Mongabay.co.id

Masyarakat Adat, Perubahan Iklim, dan Presiden Indonesia yang Baru

Atuk Sukar [68], Ketua Adat Suku Mapur di Dusun Pejem, Desa Gunung Pelawan, Kabupaten Bangka, Kepulauan Bangka Belitung. Dia berada salah satu aliran anak sungai di Benak, yang berhulu di Gunung Cundong. Foto: Nopri Ismi-Mongabay Indonesia

 

 

Masyarakat adat adalah komunitas yang hingga saat ini terbukti terus menjaga alam. Masyarakat adat dipercaya sebagai salah satu kekuatan masyarakat di dunia untuk menekan perubahan iklim global. Presiden Indonesia yang baru diharapkan mampu mengoptimalkan peranan masyarakat adat tersebut.

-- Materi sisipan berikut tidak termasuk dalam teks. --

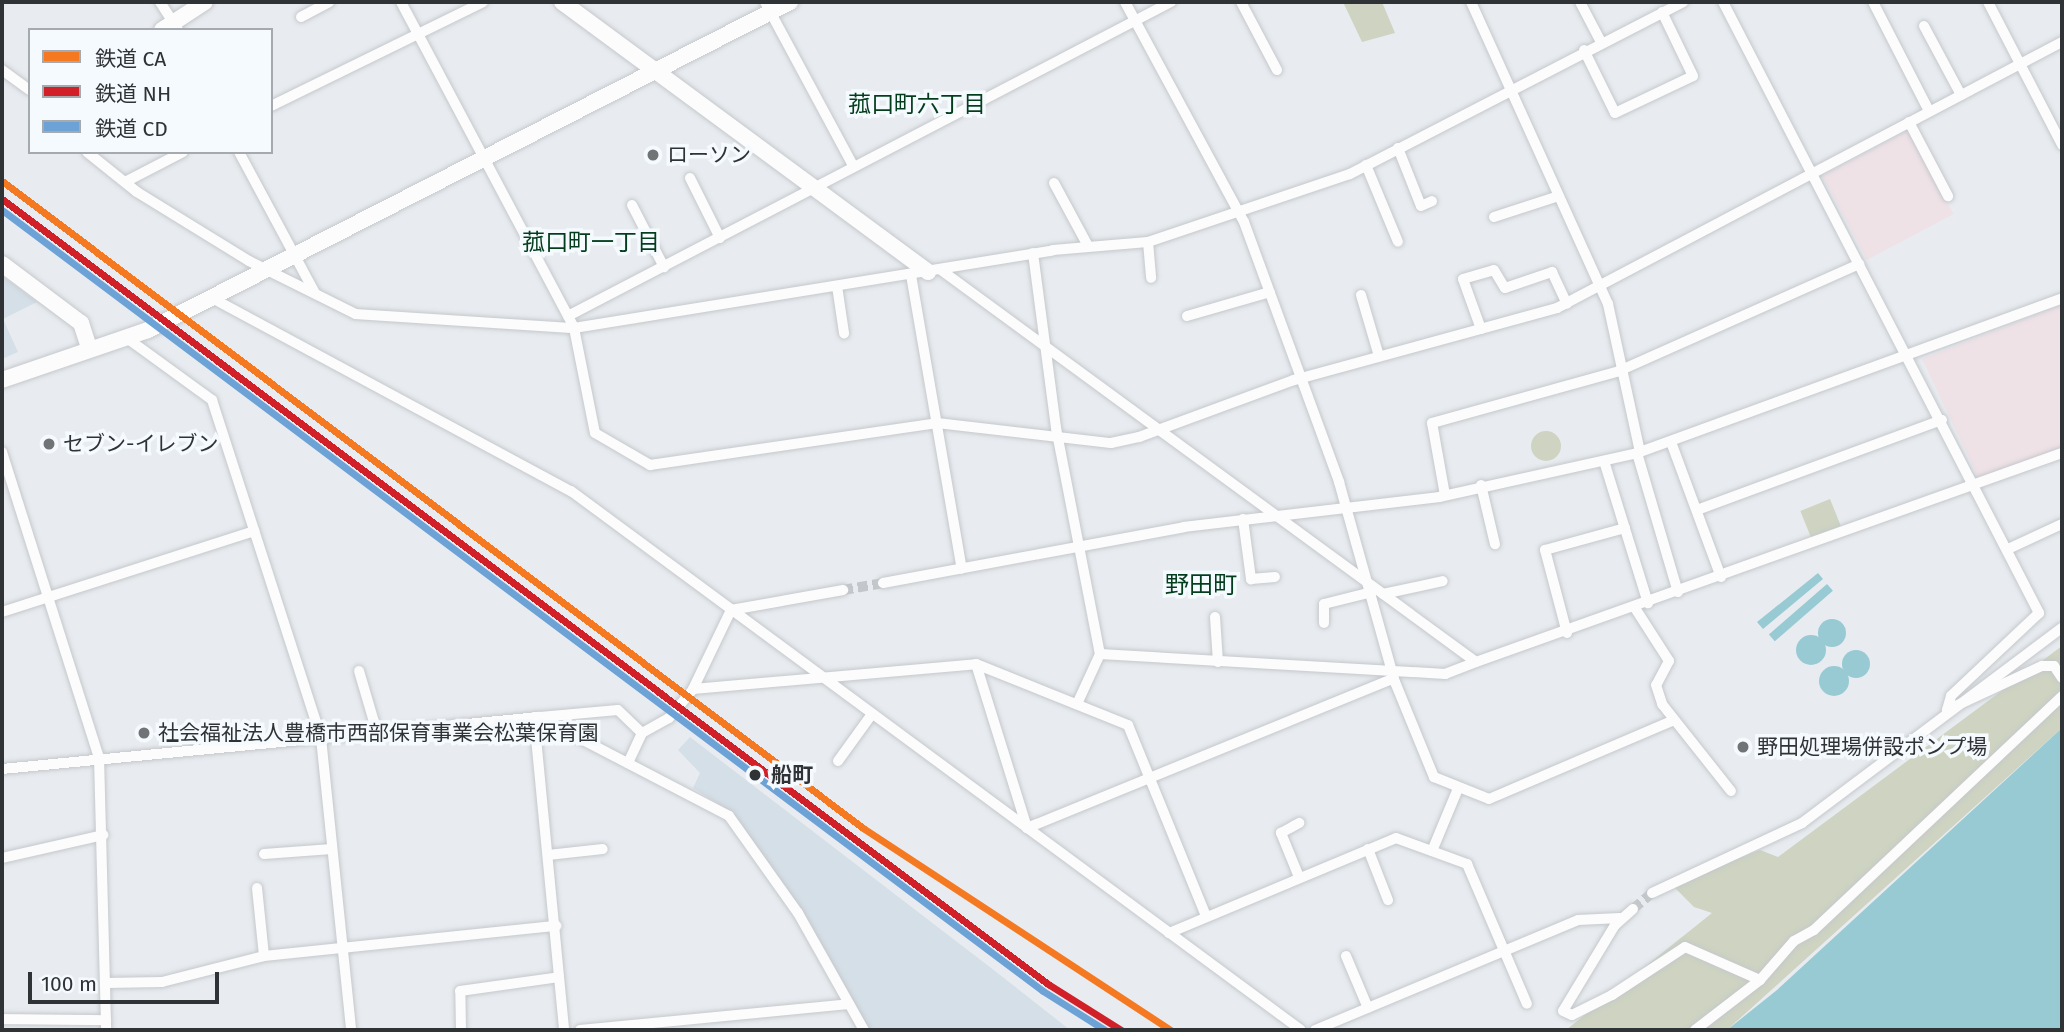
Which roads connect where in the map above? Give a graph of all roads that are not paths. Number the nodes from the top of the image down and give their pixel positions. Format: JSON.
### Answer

Indonesia yang memiliki 1.128 etnis bersama 718 bahasa, berdasarkan catatan AMAN sedikitnya terdapat 2.161 komunitas adat. Komunitas adat ini tersebar di berbagai pulau di Indonesia, yang hidup harmonis dengan alam, baik di darat, lahan basah, dan laut.

Sebagian besar komunitas adat tetap bertahan, meskipun pemerintahan Orde Baru telah melemahkan posisi masyarakat melalui UU No.5 Tahun 1974 tentang Pokok-Pokok Pemerintahan Daerah dan UU No.5 Tahun 1979 tentang Pemerintahan Desa.

Dengan fakta tersebut, Indonesia berpotensi menjadi wilayah ketahanan iklim berbasis masyarakat adat.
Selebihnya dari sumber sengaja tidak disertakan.